--- RECORDED INFORMATION ---
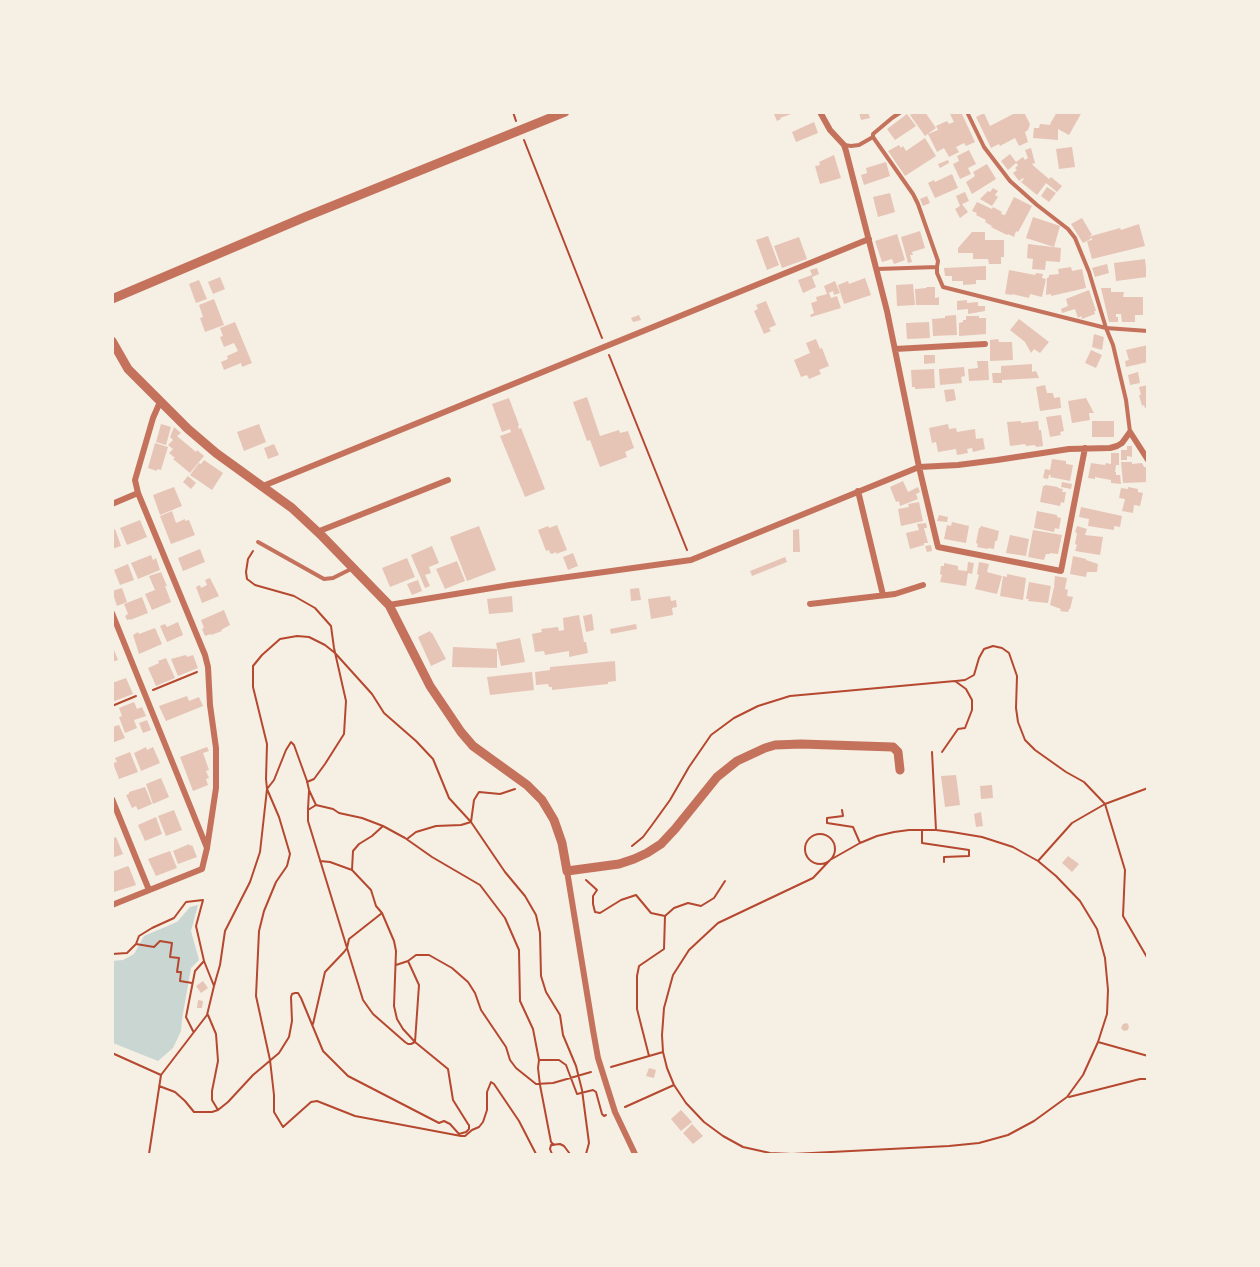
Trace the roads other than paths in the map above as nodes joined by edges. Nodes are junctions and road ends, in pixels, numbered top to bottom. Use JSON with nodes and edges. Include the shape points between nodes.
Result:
{"nodes":[{"id":1,"x":565,"y":112,"type":"edge"},
{"id":2,"x":820,"y":112,"type":"edge"},
{"id":3,"x":902,"y":112,"type":"edge"},
{"id":4,"x":967,"y":112,"type":"edge"},
{"id":5,"x":873,"y":137,"type":"junction"},
{"id":6,"x":844,"y":145,"type":"junction"},
{"id":7,"x":869,"y":239,"type":"junction"},
{"id":8,"x":937,"y":267,"type":"junction"},
{"id":9,"x":877,"y":269,"type":"junction"},
{"id":10,"x":112,"y":299,"type":"edge"},
{"id":11,"x":1106,"y":328,"type":"junction"},
{"id":12,"x":1148,"y":331,"type":"edge"},
{"id":13,"x":112,"y":341,"type":"edge"},
{"id":14,"x":985,"y":344,"type":"dead end"},
{"id":15,"x":895,"y":348,"type":"junction"},
{"id":16,"x":160,"y":402,"type":"junction"},
{"id":17,"x":1131,"y":432,"type":"junction"},
{"id":18,"x":1085,"y":448,"type":"junction"},
{"id":19,"x":1148,"y":460,"type":"edge"},
{"id":20,"x":919,"y":467,"type":"junction"},
{"id":21,"x":448,"y":480,"type":"dead end"},
{"id":22,"x":263,"y":486,"type":"junction"},
{"id":23,"x":858,"y":491,"type":"junction"},
{"id":24,"x":138,"y":493,"type":"junction"},
{"id":25,"x":112,"y":504,"type":"edge"},
{"id":26,"x":317,"y":532,"type":"junction"},
{"id":27,"x":258,"y":542,"type":"road end"},
{"id":28,"x":353,"y":568,"type":"junction"},
{"id":29,"x":923,"y":585,"type":"dead end"},
{"id":30,"x":883,"y":595,"type":"junction"},
{"id":31,"x":810,"y":604,"type":"dead end"},
{"id":32,"x":389,"y":605,"type":"junction"},
{"id":33,"x":112,"y":613,"type":"edge"},
{"id":34,"x":900,"y":770,"type":"dead end"},
{"id":35,"x":112,"y":799,"type":"edge"},
{"id":36,"x":207,"y":848,"type":"junction"},
{"id":37,"x":567,"y":871,"type":"junction"},
{"id":38,"x":149,"y":890,"type":"junction"},
{"id":39,"x":112,"y":905,"type":"edge"},
{"id":40,"x":635,"y":1155,"type":"edge"}],
"edges":[{"from":1,"to":10,"type":"street"},
{"from":2,"to":6,"type":"street"},
{"from":3,"to":5,"type":"lane"},
{"from":4,"to":11,"type":"lane","via":[[984,147],[1010,181],[1075,238]]},
{"from":5,"to":6,"type":"lane","via":[[859,145]]},
{"from":5,"to":8,"type":"lane","via":[[918,204]]},
{"from":6,"to":7,"type":"street"},
{"from":7,"to":9,"type":"street"},
{"from":7,"to":22,"type":"street"},
{"from":8,"to":9,"type":"lane"},
{"from":8,"to":11,"type":"lane","via":[[943,287]]},
{"from":9,"to":15,"type":"street"},
{"from":11,"to":12,"type":"lane"},
{"from":11,"to":17,"type":"lane","via":[[1120,370]]},
{"from":13,"to":16,"type":"street","via":[[128,369]]},
{"from":14,"to":15,"type":"street"},
{"from":15,"to":20,"type":"street"},
{"from":16,"to":22,"type":"street","via":[[216,453]]},
{"from":16,"to":24,"type":"street","via":[[135,480]]},
{"from":17,"to":18,"type":"street","via":[[1117,446]]},
{"from":17,"to":19,"type":"street"},
{"from":18,"to":20,"type":"street"},
{"from":18,"to":20,"type":"street","via":[[1061,571],[938,547]]},
{"from":20,"to":23,"type":"street"},
{"from":21,"to":26,"type":"street"},
{"from":22,"to":26,"type":"street"},
{"from":23,"to":30,"type":"street"},
{"from":23,"to":32,"type":"street","via":[[691,560]]},
{"from":24,"to":25,"type":"street"},
{"from":24,"to":36,"type":"street","via":[[208,667],[216,788]]},
{"from":26,"to":28,"type":"street"},
{"from":27,"to":28,"type":"lane","via":[[324,579]]},
{"from":28,"to":32,"type":"street"},
{"from":29,"to":30,"type":"street"},
{"from":30,"to":31,"type":"street"},
{"from":32,"to":37,"type":"street","via":[[430,686],[460,732],[542,800],[554,820]]},
{"from":33,"to":36,"type":"street"},
{"from":34,"to":37,"type":"street","via":[[898,752],[893,747],[765,747],[717,777],[675,829],[647,853],[619,864]]},
{"from":35,"to":38,"type":"street"},
{"from":36,"to":38,"type":"street","via":[[202,869]]},
{"from":37,"to":40,"type":"street","via":[[601,1066],[615,1112]]},
{"from":38,"to":39,"type":"street"}]}
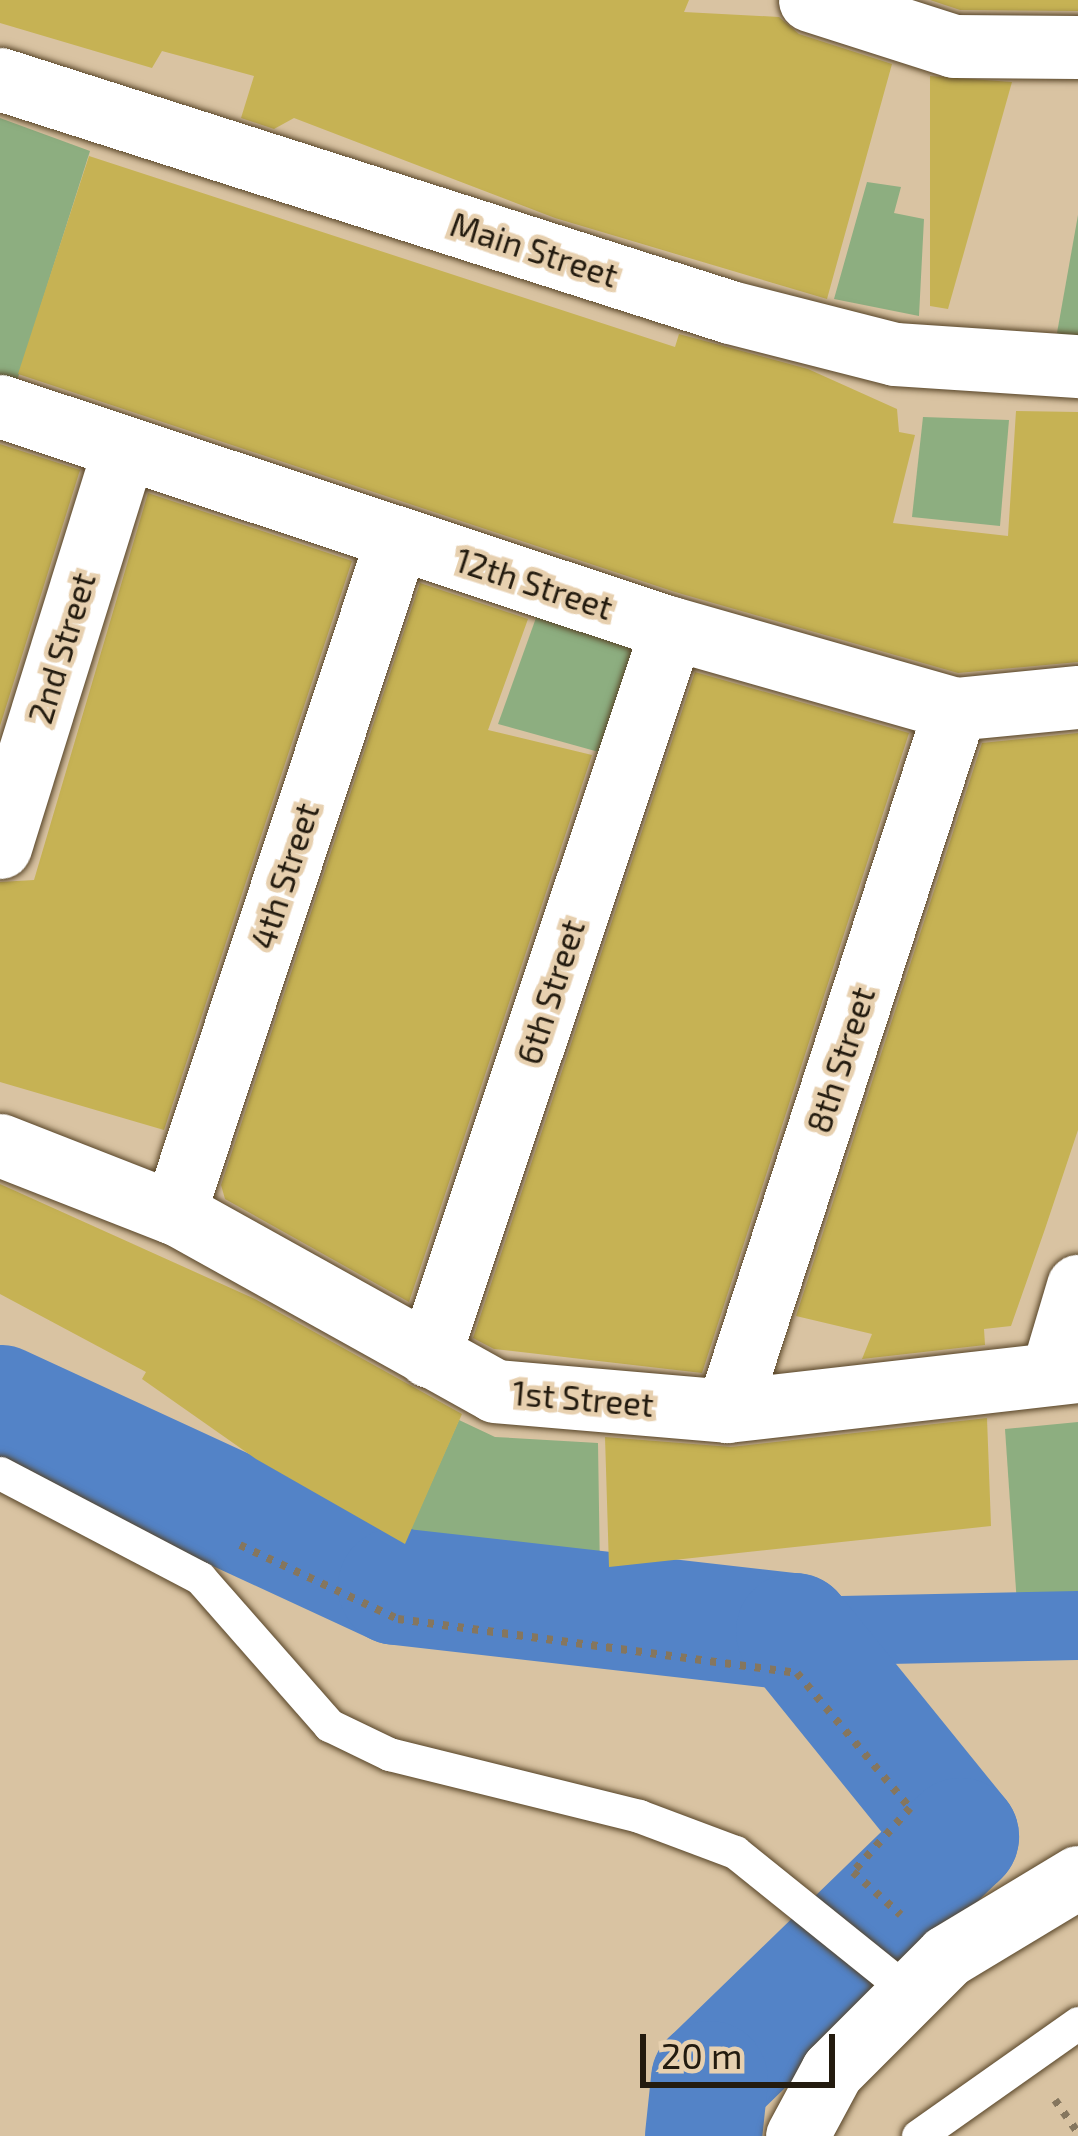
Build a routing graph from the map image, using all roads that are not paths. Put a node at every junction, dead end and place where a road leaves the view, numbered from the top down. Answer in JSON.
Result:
{"nodes":[{"id":1,"x":810,"y":0,"type":"edge"},
{"id":2,"x":1078,"y":47,"type":"edge"},
{"id":3,"x":0,"y":80,"type":"edge"},
{"id":4,"x":1078,"y":366,"type":"edge"},
{"id":5,"x":0,"y":406,"type":"edge"},
{"id":6,"x":124,"y":449,"type":"junction"},
{"id":7,"x":398,"y":539,"type":"junction"},
{"id":8,"x":672,"y":628,"type":"junction"},
{"id":9,"x":1078,"y":697,"type":"edge"},
{"id":10,"x":955,"y":709,"type":"junction"},
{"id":11,"x":0,"y":848,"type":"edge"},
{"id":12,"x":0,"y":1144,"type":"edge"},
{"id":13,"x":174,"y":1213,"type":"junction"},
{"id":14,"x":1078,"y":1286,"type":"edge"},
{"id":15,"x":429,"y":1356,"type":"junction"},
{"id":16,"x":1065,"y":1372,"type":"edge"},
{"id":17,"x":727,"y":1411,"type":"junction"},
{"id":18,"x":0,"y":1473,"type":"edge"},
{"id":19,"x":1078,"y":1877,"type":"edge"},
{"id":20,"x":894,"y":1979,"type":"junction"},
{"id":21,"x":1078,"y":2023,"type":"edge"},
{"id":22,"x":797,"y":2136,"type":"edge"},
{"id":23,"x":917,"y":2136,"type":"edge"}],
"edges":[{"from":1,"to":2,"type":"street"},
{"from":3,"to":4,"type":"street","name":"Main Street"},
{"from":5,"to":6,"type":"street","name":"12th Street"},
{"from":6,"to":7,"type":"street","name":"12th Street"},
{"from":6,"to":11,"type":"street","name":"2nd Street"},
{"from":7,"to":8,"type":"street","name":"12th Street"},
{"from":7,"to":13,"type":"street","name":"4th Street"},
{"from":8,"to":10,"type":"street","name":"12th Street"},
{"from":8,"to":15,"type":"street","name":"6th Street"},
{"from":9,"to":10,"type":"street","name":"12th Street"},
{"from":10,"to":17,"type":"street","name":"8th Street"},
{"from":12,"to":13,"type":"street","name":"1st Street"},
{"from":13,"to":15,"type":"street","name":"1st Street"},
{"from":14,"to":16,"type":"street"},
{"from":15,"to":17,"type":"street","name":"1st Street"},
{"from":16,"to":17,"type":"street","name":"1st Street"},
{"from":18,"to":20,"type":"lane"},
{"from":19,"to":20,"type":"street"},
{"from":20,"to":22,"type":"street"},
{"from":21,"to":23,"type":"lane"}]}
---
### EXERCISE AIM
All entries need repeating exactly, but without the pictures.

### OUTPUT
Trace the roads other than paths in the map above as nodes joined by edges. Nodes are junctions and road ends, in pixels, numbered top to bottom. Use JSON with nodes and edges. Include the shape points between nodes.
Result:
{"nodes":[{"id":1,"x":565,"y":112,"type":"edge"},
{"id":2,"x":820,"y":112,"type":"edge"},
{"id":3,"x":902,"y":112,"type":"edge"},
{"id":4,"x":967,"y":112,"type":"edge"},
{"id":5,"x":873,"y":137,"type":"junction"},
{"id":6,"x":844,"y":145,"type":"junction"},
{"id":7,"x":869,"y":239,"type":"junction"},
{"id":8,"x":937,"y":267,"type":"junction"},
{"id":9,"x":877,"y":269,"type":"junction"},
{"id":10,"x":112,"y":299,"type":"edge"},
{"id":11,"x":1106,"y":328,"type":"junction"},
{"id":12,"x":1148,"y":331,"type":"edge"},
{"id":13,"x":112,"y":341,"type":"edge"},
{"id":14,"x":985,"y":344,"type":"dead end"},
{"id":15,"x":895,"y":348,"type":"junction"},
{"id":16,"x":160,"y":402,"type":"junction"},
{"id":17,"x":1131,"y":432,"type":"junction"},
{"id":18,"x":1085,"y":448,"type":"junction"},
{"id":19,"x":1148,"y":460,"type":"edge"},
{"id":20,"x":919,"y":467,"type":"junction"},
{"id":21,"x":448,"y":480,"type":"dead end"},
{"id":22,"x":263,"y":486,"type":"junction"},
{"id":23,"x":858,"y":491,"type":"junction"},
{"id":24,"x":138,"y":493,"type":"junction"},
{"id":25,"x":112,"y":504,"type":"edge"},
{"id":26,"x":317,"y":532,"type":"junction"},
{"id":27,"x":258,"y":542,"type":"road end"},
{"id":28,"x":353,"y":568,"type":"junction"},
{"id":29,"x":923,"y":585,"type":"dead end"},
{"id":30,"x":883,"y":595,"type":"junction"},
{"id":31,"x":810,"y":604,"type":"dead end"},
{"id":32,"x":389,"y":605,"type":"junction"},
{"id":33,"x":112,"y":613,"type":"edge"},
{"id":34,"x":900,"y":770,"type":"dead end"},
{"id":35,"x":112,"y":799,"type":"edge"},
{"id":36,"x":207,"y":848,"type":"junction"},
{"id":37,"x":567,"y":871,"type":"junction"},
{"id":38,"x":149,"y":890,"type":"junction"},
{"id":39,"x":112,"y":905,"type":"edge"},
{"id":40,"x":635,"y":1155,"type":"edge"}],
"edges":[{"from":1,"to":10,"type":"street"},
{"from":2,"to":6,"type":"street"},
{"from":3,"to":5,"type":"lane"},
{"from":4,"to":11,"type":"lane","via":[[984,147],[1010,181],[1075,238]]},
{"from":5,"to":6,"type":"lane","via":[[859,145]]},
{"from":5,"to":8,"type":"lane","via":[[918,204]]},
{"from":6,"to":7,"type":"street"},
{"from":7,"to":9,"type":"street"},
{"from":7,"to":22,"type":"street"},
{"from":8,"to":9,"type":"lane"},
{"from":8,"to":11,"type":"lane","via":[[943,287]]},
{"from":9,"to":15,"type":"street"},
{"from":11,"to":12,"type":"lane"},
{"from":11,"to":17,"type":"lane","via":[[1120,370]]},
{"from":13,"to":16,"type":"street","via":[[128,369]]},
{"from":14,"to":15,"type":"street"},
{"from":15,"to":20,"type":"street"},
{"from":16,"to":22,"type":"street","via":[[216,453]]},
{"from":16,"to":24,"type":"street","via":[[135,480]]},
{"from":17,"to":18,"type":"street","via":[[1117,446]]},
{"from":17,"to":19,"type":"street"},
{"from":18,"to":20,"type":"street"},
{"from":18,"to":20,"type":"street","via":[[1061,571],[938,547]]},
{"from":20,"to":23,"type":"street"},
{"from":21,"to":26,"type":"street"},
{"from":22,"to":26,"type":"street"},
{"from":23,"to":30,"type":"street"},
{"from":23,"to":32,"type":"street","via":[[691,560]]},
{"from":24,"to":25,"type":"street"},
{"from":24,"to":36,"type":"street","via":[[208,667],[216,788]]},
{"from":26,"to":28,"type":"street"},
{"from":27,"to":28,"type":"lane","via":[[324,579]]},
{"from":28,"to":32,"type":"street"},
{"from":29,"to":30,"type":"street"},
{"from":30,"to":31,"type":"street"},
{"from":32,"to":37,"type":"street","via":[[430,686],[460,732],[542,800],[554,820]]},
{"from":33,"to":36,"type":"street"},
{"from":34,"to":37,"type":"street","via":[[898,752],[893,747],[765,747],[717,777],[675,829],[647,853],[619,864]]},
{"from":35,"to":38,"type":"street"},
{"from":36,"to":38,"type":"street","via":[[202,869]]},
{"from":37,"to":40,"type":"street","via":[[601,1066],[615,1112]]},
{"from":38,"to":39,"type":"street"}]}
Build a routing graph from the map image, using all roads that are not paths. Put a node at every junction, dead end and place where a road leaves the view, numbered from the top down. Answer in JSON.
Result:
{"nodes":[{"id":1,"x":810,"y":0,"type":"edge"},
{"id":2,"x":1078,"y":47,"type":"edge"},
{"id":3,"x":0,"y":80,"type":"edge"},
{"id":4,"x":1078,"y":366,"type":"edge"},
{"id":5,"x":0,"y":406,"type":"edge"},
{"id":6,"x":124,"y":449,"type":"junction"},
{"id":7,"x":398,"y":539,"type":"junction"},
{"id":8,"x":672,"y":628,"type":"junction"},
{"id":9,"x":1078,"y":697,"type":"edge"},
{"id":10,"x":955,"y":709,"type":"junction"},
{"id":11,"x":0,"y":848,"type":"edge"},
{"id":12,"x":0,"y":1144,"type":"edge"},
{"id":13,"x":174,"y":1213,"type":"junction"},
{"id":14,"x":1078,"y":1286,"type":"edge"},
{"id":15,"x":429,"y":1356,"type":"junction"},
{"id":16,"x":1065,"y":1372,"type":"edge"},
{"id":17,"x":727,"y":1411,"type":"junction"},
{"id":18,"x":0,"y":1473,"type":"edge"},
{"id":19,"x":1078,"y":1877,"type":"edge"},
{"id":20,"x":894,"y":1979,"type":"junction"},
{"id":21,"x":1078,"y":2023,"type":"edge"},
{"id":22,"x":797,"y":2136,"type":"edge"},
{"id":23,"x":917,"y":2136,"type":"edge"}],
"edges":[{"from":1,"to":2,"type":"street"},
{"from":3,"to":4,"type":"street","name":"Main Street"},
{"from":5,"to":6,"type":"street","name":"12th Street"},
{"from":6,"to":7,"type":"street","name":"12th Street"},
{"from":6,"to":11,"type":"street","name":"2nd Street"},
{"from":7,"to":8,"type":"street","name":"12th Street"},
{"from":7,"to":13,"type":"street","name":"4th Street"},
{"from":8,"to":10,"type":"street","name":"12th Street"},
{"from":8,"to":15,"type":"street","name":"6th Street"},
{"from":9,"to":10,"type":"street","name":"12th Street"},
{"from":10,"to":17,"type":"street","name":"8th Street"},
{"from":12,"to":13,"type":"street","name":"1st Street"},
{"from":13,"to":15,"type":"street","name":"1st Street"},
{"from":14,"to":16,"type":"street"},
{"from":15,"to":17,"type":"street","name":"1st Street"},
{"from":16,"to":17,"type":"street","name":"1st Street"},
{"from":18,"to":20,"type":"lane"},
{"from":19,"to":20,"type":"street"},
{"from":20,"to":22,"type":"street"},
{"from":21,"to":23,"type":"lane"}]}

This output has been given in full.